Quando grandi cambiamenti incombono, la vita sta per prendere un giro nuovo, e tu sei lì come una zattera nella tempesta, o almeno così ti senti. Sono tutte cose che ti sei cercata e hai atteso, e hai lavorato e ti sei impegnata per poterci arrivare. Eppure all'improvviso ti senti piccola, imbranata, ti vengono mille dubbi e ti chiedi...
Come si fa a dire a se stessi: "andrà tutto bene, non aver paura!"?

giovedì 6 gennaio 2011

Il massaggio a 4 mani

Qualche tempo fa mi volevo far insegnare un nuovo tipo di massaggio da un amico. Così, complice una comune amica che si è prestata come cavia, abbiamo massaggiato insieme, con lui che mi spiegava sottovoce i movimenti da fare e io, un po' più lenta, che lo seguivo.

Non era il primo massaggio a 4 mani che facevo, e come sempre mi ha dato delle bellissime sensazioni. L'ascolto reciproco, la condivisione, il senso più "collaborativo" e quasi giocoso del fare insieme, del fare insieme qualcosa di bello.
Massaggiare a 4 mani crea un rapporto diverso anche con il massaggiato: forse meno intenso, ma più leggero in senso buono, più liberatorio.

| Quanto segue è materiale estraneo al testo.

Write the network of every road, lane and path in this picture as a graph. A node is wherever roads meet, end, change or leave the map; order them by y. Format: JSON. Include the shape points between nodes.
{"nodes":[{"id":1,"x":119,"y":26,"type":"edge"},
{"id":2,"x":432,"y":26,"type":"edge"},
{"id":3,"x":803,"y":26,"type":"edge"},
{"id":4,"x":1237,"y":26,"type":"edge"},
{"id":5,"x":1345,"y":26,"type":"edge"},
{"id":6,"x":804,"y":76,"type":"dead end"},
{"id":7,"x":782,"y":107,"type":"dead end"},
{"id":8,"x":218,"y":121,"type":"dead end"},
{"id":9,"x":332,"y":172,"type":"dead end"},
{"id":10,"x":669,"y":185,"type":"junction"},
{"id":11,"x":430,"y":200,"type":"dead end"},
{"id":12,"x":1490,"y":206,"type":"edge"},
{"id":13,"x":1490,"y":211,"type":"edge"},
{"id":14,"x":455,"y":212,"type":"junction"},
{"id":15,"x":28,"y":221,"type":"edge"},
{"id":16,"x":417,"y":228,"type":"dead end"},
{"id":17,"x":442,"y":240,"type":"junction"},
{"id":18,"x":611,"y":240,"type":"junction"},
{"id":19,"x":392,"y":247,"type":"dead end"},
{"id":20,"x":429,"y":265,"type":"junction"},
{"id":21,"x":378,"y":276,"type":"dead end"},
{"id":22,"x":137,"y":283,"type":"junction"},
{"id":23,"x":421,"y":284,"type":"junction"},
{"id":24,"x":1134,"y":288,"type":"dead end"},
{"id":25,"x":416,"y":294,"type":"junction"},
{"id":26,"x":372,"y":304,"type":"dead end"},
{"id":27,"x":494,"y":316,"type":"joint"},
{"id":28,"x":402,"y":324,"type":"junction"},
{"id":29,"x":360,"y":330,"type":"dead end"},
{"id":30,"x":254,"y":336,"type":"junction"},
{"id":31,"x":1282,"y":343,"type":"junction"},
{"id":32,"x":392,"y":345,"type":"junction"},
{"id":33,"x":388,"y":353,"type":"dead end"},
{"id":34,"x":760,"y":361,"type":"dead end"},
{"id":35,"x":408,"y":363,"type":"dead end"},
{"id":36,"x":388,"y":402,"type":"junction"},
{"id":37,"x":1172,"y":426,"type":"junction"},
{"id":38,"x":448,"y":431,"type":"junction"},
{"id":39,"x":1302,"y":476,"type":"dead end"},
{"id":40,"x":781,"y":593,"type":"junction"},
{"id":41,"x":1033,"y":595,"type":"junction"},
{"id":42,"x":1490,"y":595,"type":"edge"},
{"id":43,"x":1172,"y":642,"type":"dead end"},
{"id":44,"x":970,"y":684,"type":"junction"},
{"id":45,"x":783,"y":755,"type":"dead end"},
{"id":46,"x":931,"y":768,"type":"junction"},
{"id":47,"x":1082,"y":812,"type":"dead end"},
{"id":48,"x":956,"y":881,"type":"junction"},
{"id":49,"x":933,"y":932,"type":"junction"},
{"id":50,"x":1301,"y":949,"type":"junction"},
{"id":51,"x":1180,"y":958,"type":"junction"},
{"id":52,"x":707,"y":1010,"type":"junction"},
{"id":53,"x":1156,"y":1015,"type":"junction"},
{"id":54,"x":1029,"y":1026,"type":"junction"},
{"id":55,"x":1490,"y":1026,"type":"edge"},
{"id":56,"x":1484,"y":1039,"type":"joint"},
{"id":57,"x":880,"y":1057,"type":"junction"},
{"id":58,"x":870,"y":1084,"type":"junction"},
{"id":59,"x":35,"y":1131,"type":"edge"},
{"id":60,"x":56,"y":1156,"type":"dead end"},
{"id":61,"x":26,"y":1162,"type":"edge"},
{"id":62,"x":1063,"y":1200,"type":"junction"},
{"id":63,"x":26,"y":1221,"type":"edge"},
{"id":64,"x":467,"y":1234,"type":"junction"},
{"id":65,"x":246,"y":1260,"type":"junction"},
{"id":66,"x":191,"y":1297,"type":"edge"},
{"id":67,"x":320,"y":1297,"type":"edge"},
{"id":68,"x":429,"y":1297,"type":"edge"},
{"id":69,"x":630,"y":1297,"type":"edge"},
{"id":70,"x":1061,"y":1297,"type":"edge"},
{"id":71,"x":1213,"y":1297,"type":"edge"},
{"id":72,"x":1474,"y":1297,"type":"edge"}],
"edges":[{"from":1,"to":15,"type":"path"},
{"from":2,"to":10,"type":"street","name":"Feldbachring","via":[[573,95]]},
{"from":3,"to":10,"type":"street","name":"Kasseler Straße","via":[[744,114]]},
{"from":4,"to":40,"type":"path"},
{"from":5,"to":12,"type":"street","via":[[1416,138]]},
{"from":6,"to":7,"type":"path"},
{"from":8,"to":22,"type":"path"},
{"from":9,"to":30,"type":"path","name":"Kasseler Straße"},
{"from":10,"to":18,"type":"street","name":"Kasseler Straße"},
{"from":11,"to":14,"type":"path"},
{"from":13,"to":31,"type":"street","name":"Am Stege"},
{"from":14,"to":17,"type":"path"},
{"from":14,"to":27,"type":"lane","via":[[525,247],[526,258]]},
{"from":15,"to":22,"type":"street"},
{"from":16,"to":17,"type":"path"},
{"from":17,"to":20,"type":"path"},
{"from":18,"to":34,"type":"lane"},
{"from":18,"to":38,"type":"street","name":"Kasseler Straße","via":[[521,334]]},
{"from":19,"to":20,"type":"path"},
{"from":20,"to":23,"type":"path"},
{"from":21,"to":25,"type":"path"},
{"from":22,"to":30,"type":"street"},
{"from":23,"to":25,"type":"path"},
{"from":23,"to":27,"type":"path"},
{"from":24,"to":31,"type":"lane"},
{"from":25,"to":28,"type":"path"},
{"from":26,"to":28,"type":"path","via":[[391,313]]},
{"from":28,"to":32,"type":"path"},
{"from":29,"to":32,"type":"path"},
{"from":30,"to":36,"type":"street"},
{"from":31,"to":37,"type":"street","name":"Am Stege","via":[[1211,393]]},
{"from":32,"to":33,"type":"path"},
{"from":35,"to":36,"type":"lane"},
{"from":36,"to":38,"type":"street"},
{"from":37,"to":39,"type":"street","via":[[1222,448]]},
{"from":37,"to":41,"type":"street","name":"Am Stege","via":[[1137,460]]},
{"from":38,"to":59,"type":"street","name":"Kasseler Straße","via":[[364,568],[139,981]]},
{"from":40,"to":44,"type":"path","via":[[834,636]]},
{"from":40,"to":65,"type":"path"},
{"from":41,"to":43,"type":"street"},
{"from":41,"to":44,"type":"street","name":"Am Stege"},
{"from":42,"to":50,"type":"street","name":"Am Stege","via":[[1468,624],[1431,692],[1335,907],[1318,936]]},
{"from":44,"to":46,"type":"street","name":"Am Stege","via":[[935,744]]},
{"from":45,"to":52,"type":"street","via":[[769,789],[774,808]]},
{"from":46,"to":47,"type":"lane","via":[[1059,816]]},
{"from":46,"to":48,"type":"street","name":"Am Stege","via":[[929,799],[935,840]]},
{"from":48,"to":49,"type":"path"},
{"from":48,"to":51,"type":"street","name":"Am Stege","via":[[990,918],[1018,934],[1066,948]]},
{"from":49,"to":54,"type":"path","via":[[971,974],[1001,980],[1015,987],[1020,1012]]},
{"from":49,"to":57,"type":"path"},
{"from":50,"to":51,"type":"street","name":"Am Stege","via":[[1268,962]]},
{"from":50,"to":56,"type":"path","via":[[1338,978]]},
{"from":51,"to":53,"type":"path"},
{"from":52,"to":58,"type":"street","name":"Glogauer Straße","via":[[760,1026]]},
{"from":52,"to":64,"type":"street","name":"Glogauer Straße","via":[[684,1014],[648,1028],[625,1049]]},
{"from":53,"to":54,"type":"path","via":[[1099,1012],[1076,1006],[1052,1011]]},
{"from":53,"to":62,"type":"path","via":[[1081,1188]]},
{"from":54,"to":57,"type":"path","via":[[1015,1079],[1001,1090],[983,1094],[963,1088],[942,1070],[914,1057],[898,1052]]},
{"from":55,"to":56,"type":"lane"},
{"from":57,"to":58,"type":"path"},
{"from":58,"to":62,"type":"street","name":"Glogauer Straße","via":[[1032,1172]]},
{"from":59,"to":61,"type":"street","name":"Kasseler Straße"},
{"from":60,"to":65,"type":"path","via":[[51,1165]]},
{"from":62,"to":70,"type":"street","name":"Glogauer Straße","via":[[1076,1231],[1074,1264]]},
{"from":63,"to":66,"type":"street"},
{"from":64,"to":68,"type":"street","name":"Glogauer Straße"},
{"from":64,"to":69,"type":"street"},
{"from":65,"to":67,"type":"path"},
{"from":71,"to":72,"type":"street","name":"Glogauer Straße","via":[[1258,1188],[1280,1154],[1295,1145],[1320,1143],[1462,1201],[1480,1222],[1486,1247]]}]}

Se massaggio da sola tutta la mia attenzione è sul massaggiato. Se massaggio con qualcuno, la mia concentrazione si spartisce, e il lavoro diventa quasi una coreografia, un gioco di tempi e di movimenti. Anche il massaggiato si sente forse meno "osservato" e riesce a rilassarsi meglio.

Dopo questa esperienza, credo che collaboreremo ancora.

lunedì 3 gennaio 2011

Difficoltà del massaggiatore: consigli

Massaggiando, ricevendo massaggi e confrontandomi capita di accorgersi di piccoli "errori": segno e prendo nota per memorizzarli, magari potranno essere d'aiuto anche a qualcun altro, forse a chi, pur non avendo una formazione specifica, ama il massaggio e lo pratica volentieri.
  • Mano indecisa: mai esitare! La mano deve sempre appoggiarsi sul corpo del massaggiato in modo deciso, aderendo alla pelle con tutte le dita e proporre un movimento pieno.
  • Zone delicate: non essere brusco! Alcune parti del corpo, come le dita, la zona vicina all'inguine, il viso, l'area sotto il ginocchio e tutti i punti in cui la pelle è più sottile, sono più delicate. Tienilo presente quando massaggi: la pressione dev'essere minore.
  • Maledetto solletico! Se senti che appena tocchi quel centimetro di pelle il massaggiato schizza verso il soffitto prova a dare un tocco diverso, più deciso e a mano aperta. Se non c'è niente da fare, passa oltre...
  • Senza fretta! Nessun massaggio viene bene se mentre lo fai pensi che non vedi l'ora di finirlo. Piuttosto rimanda ad un'altra occasione, ma scegli sempre un momento in cui non ci sia bisogno di correre.